**TASK INPUTS**
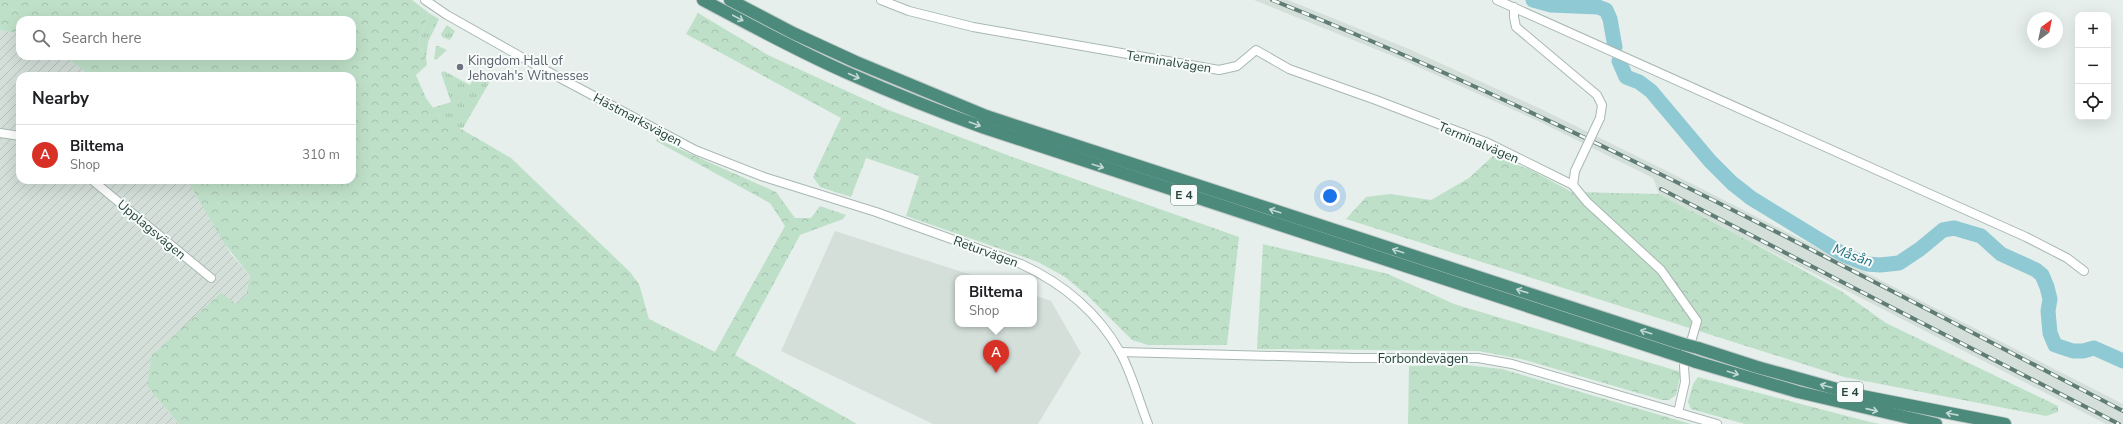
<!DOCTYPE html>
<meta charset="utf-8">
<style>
:root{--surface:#fff;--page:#f2f2f2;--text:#202124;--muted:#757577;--line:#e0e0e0;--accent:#d93025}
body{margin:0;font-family:"Nunito Sans",sans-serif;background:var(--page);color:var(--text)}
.controls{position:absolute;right:12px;top:12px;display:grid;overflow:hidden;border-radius:8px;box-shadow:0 4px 16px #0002}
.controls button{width:36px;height:36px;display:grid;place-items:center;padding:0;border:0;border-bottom:1px solid var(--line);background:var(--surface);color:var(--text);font:20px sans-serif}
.compass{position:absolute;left:2027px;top:12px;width:36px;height:36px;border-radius:50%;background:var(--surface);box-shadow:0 4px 16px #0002;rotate:33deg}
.you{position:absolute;left:1330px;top:196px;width:14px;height:14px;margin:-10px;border:3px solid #fff;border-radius:50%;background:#1a73e8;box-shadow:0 0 0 6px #1a73e833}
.badge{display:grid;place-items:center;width:26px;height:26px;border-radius:50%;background:var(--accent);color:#fff;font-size:13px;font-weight:700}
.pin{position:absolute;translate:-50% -33px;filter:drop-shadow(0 1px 2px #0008)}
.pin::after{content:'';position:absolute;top:21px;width:14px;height:12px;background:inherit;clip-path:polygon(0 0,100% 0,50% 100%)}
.popup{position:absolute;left:955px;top:275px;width:82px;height:52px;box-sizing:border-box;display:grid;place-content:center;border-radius:8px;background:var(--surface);filter:drop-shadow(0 1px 3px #0005);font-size:13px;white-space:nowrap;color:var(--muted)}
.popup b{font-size:15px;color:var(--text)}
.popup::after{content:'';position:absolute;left:50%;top:100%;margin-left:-8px;border:8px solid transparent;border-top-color:var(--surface)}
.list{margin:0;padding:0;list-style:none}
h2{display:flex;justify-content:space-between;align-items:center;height:52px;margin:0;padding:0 16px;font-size:17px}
h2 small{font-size:13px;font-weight:400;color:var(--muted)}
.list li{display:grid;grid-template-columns:26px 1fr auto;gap:12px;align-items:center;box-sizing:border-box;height:60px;padding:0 16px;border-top:1px solid var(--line)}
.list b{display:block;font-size:15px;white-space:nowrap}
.list p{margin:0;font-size:13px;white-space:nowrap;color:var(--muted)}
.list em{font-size:13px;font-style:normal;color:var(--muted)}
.icon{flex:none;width:22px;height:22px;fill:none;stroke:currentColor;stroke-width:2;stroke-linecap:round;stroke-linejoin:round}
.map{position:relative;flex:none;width:2123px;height:424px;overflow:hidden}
.search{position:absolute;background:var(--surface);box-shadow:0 4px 16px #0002;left:16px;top:16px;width:340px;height:44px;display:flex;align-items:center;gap:10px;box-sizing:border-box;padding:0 14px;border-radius:12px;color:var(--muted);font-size:15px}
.panel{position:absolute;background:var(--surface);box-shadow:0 4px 16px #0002;left:16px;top:72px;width:340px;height:112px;border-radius:12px}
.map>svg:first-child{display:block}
</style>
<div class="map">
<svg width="2123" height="424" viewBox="0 0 2123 424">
<defs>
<pattern id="industrial-furrows" width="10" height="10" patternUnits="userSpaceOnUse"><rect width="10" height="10" fill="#d4dfda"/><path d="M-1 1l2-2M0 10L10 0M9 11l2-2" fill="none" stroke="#b6c1bc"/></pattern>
<pattern id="grass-tufts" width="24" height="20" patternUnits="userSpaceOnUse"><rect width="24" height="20" fill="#bfe0c8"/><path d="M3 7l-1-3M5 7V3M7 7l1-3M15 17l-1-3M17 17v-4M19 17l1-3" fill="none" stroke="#a4c1ad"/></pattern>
<pattern id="forest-crowns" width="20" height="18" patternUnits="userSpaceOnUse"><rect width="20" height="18" fill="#bfe0c8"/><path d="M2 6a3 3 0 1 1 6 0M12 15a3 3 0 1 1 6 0" fill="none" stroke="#a4c1ad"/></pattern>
</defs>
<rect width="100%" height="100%" fill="#e6efeb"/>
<!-- built -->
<g fill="#d4dfda">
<polygon points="1254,0 1288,0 1409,49 1543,110 1667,171 2123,404 2123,424 2106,424 1659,194 1653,178 1538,121 1405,61"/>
<polygon points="835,231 981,278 958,278 958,324 1034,324 1034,295 1051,301 1081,353 1038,424 933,424 781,351"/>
</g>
<!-- industrial -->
<polygon fill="url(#industrial-furrows)" points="0,30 20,34 20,56 64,56 91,76 20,76 20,180 187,180 231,254 250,276 246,295 147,386 179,424 0,424"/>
<!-- grass -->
<g fill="url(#grass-tufts)">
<polygon points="429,13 439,19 428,42 426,58 418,43"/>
<polygon points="447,25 455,31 450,40 442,37 441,34"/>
<polygon points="436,46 438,46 447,50 436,60 434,59"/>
<path d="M479,69L493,76L463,128C452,129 439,117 432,108L451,102L441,73L444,71L470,85Z"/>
</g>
<!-- forest -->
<g fill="url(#forest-crowns)">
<polygon points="0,0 412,0 429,13 418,43 426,58 427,65 416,75 426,98 439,116 511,158 630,272 639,284 649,319 715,352 785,226 770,203 656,141 657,139 776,192 795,218 811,218 820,206 846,215 843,219 800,235 735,355 857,424 179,424 147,386 152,355 221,293 236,304 246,295 250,276 224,243 187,180 352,180 352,76 91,76 64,56 352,56 352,20 20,20 20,34 0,30"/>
<polygon points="698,13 768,55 886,109 1015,158 1239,237 1227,345 1148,345 1132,340 1088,296 1065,277 1038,262 906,216 919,176 866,158 851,197 820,187 813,177 841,118 686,34"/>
<polygon points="1493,156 1529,169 1572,192 1659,194 1744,238 1841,291 1886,323 2058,406 2058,412 2046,416 1844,377 1346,219 1366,197 1390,194 1431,200 1469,178"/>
<polygon points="1263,244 1388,274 1454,304 1681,372 1676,395 1669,400 1662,400 1521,359 1478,351 1257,349"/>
<polygon points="1465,365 1502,369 1691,424 1408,424 1409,366"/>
<polygon points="1698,377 1870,422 1880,424 1745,424 1691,409 1688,402 1693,384"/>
</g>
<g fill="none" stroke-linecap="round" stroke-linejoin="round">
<!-- river -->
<g stroke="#8ec9d4" stroke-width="15">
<polyline points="1533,0 1551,5 1598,7 1606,10 1610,19 1615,47"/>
<polyline points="1619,61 1626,77 1639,82 1651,91 1710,161 1732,183 1751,198 1844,255 1867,264 1880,265 1899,263 1920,249 1943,230 1954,228 1981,236 2001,254 2036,270 2042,275 2047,287 2050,299 2048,311 2050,333 2055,345 2073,351 2083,351 2094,348 2123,361"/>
</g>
<!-- minor casing -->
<g stroke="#a8b8b2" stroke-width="10">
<g id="minor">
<path d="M425,0L447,15L532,63L695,150L764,177L876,212L1021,264C1062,283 1097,311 1120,352C1132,374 1139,401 1148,424"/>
<polyline points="881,0 909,11 973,27 1219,70 1237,66 1256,50 1289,69 1376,100 1488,143 1573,185"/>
<polyline points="1497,0 2026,237 2067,258 2084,271"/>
<polyline points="1514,7 1514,17 1516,27 1597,95 1602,105 1600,118"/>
<polyline points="0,133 20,136"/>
<polyline points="1575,171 1573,185 1587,202 1661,270 1697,321 1684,366 1685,382 1678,413"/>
<polyline points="92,180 211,278"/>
<polyline points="1120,352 1354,358 1478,358 1512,364 1717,424"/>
</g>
</g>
<!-- trunk casing -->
<g stroke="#c2cac8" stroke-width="14">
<g id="trunk">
<path d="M703,0C752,26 801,53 852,75C895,94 938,111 982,127L1679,356"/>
<polyline points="730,0 793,33 856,62 986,116 1683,344"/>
<polyline points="1698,348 1757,367 1862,396 2005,424"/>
<polyline points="1696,362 1798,392 1936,424"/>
</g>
</g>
<!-- minor -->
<use href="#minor" stroke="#fff" stroke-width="8"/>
<!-- trunk -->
<use href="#trunk" stroke="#4c8a7c" stroke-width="12"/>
<!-- rail casing -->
<g stroke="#5f7d75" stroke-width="4">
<g id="rail">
<path d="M1272,0C1565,117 1844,266 2123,411"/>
<polyline points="1661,189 2119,424"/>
</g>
</g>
<!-- rail -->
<use href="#rail" stroke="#f7fbf9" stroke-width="2.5" stroke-dasharray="8" stroke-linecap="butt"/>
<!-- minor-bridge casing -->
<g stroke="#a8b8b2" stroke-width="10" stroke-linecap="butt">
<polyline id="minor-bridge" points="1575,171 1600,118"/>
</g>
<!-- trunk-bridge casing -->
<g stroke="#c2cac8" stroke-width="14" stroke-linecap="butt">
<g id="trunk-bridge">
<polyline points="1683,344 1698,348"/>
<polyline points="1679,356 1696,362"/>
</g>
</g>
<!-- minor-bridge -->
<use href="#minor-bridge" stroke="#fff" stroke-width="8"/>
<!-- trunk-bridge -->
<use href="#trunk-bridge" stroke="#4c8a7c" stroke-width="12"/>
</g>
<!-- one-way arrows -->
<defs><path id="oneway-shaft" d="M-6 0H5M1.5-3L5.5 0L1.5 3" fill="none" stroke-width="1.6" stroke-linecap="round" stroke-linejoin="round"/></defs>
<g stroke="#c4d9d4">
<use href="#oneway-shaft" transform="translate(738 18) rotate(28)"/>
<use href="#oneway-shaft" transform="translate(854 76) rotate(24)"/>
<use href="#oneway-shaft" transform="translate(975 124) rotate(20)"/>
<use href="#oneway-shaft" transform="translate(1098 166) rotate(18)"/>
<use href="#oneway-shaft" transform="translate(1275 211) rotate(-162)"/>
<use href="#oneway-shaft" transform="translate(1398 251) rotate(-162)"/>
<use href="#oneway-shaft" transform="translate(1522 291) rotate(-162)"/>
<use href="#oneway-shaft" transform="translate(1646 332) rotate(-162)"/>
<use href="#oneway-shaft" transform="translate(1733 373) rotate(17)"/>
<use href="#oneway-shaft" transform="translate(1826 386) rotate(-165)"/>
<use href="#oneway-shaft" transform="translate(1872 410) rotate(13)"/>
<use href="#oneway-shaft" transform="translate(1952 414) rotate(-169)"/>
</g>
<!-- markers -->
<circle fill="#6b7280" stroke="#f7fbf9" stroke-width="1.5" cx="460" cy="67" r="4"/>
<g text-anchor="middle" stroke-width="4" stroke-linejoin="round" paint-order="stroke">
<!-- shield labels -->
<g fill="#f7fbf9" stroke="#637a73" stroke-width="1">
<rect x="1171" y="185" width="26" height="20" rx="3"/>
<rect x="1837" y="382" width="26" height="20" rx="3"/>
</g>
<g font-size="12" font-weight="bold" fill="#24423a">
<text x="1184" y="199">E 4</text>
<text x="1850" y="396">E 4</text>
</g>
<!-- worship labels -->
<g font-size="13" fill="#5b616d" stroke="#f7fbf9" text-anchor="start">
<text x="468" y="65">Kingdom Hall of<tspan x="468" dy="15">Jehovah's Witnesses</tspan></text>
</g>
<!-- street labels -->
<g font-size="13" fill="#24423a" stroke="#f7fbf9">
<text transform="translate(1169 61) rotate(9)" y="5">Terminalvägen</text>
<text transform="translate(638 119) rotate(28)" y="5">Hästmarksvägen</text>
<text transform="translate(1479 142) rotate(23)" y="5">Terminalvägen</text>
<text transform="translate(152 229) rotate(40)" y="5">Upplagsvägen</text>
<text transform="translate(986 251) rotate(20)" y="5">Returvägen</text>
<text x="1423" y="363">Forbondevägen</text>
</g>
<!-- water labels -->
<g font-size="14" font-style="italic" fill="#1c6f80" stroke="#f7fbf9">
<text transform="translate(1853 255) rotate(20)" y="5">Måsån</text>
</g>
</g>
</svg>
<div class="controls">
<button>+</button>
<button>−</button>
<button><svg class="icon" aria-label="locate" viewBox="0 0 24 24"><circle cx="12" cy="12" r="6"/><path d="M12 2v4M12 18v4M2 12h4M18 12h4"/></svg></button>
</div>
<svg class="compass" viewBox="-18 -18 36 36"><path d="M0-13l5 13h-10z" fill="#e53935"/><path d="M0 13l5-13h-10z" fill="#757577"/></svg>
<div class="you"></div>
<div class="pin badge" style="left:996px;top:373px">A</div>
<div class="popup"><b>Biltema</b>Shop</div>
<div class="search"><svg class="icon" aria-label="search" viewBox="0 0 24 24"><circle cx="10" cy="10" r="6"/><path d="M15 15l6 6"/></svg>Search here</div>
<section class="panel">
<h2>Nearby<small></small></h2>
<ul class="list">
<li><span class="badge">A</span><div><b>Biltema</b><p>Shop</p></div><em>310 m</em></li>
</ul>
</section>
</div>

**WORK ORDER**
Take every line above carrying "white" and return it.

**TASK OUTPUT**
.popup{position:absolute;left:955px;top:275px;width:82px;height:52px;box-sizing:border-box;display:grid;place-content:center;border-radius:8px;background:var(--surface);filter:drop-shadow(0 1px 3px #0005);font-size:13px;white-space:nowrap;color:var(--muted)}
.list b{display:block;font-size:15px;white-space:nowrap}
.list p{margin:0;font-size:13px;white-space:nowrap;color:var(--muted)}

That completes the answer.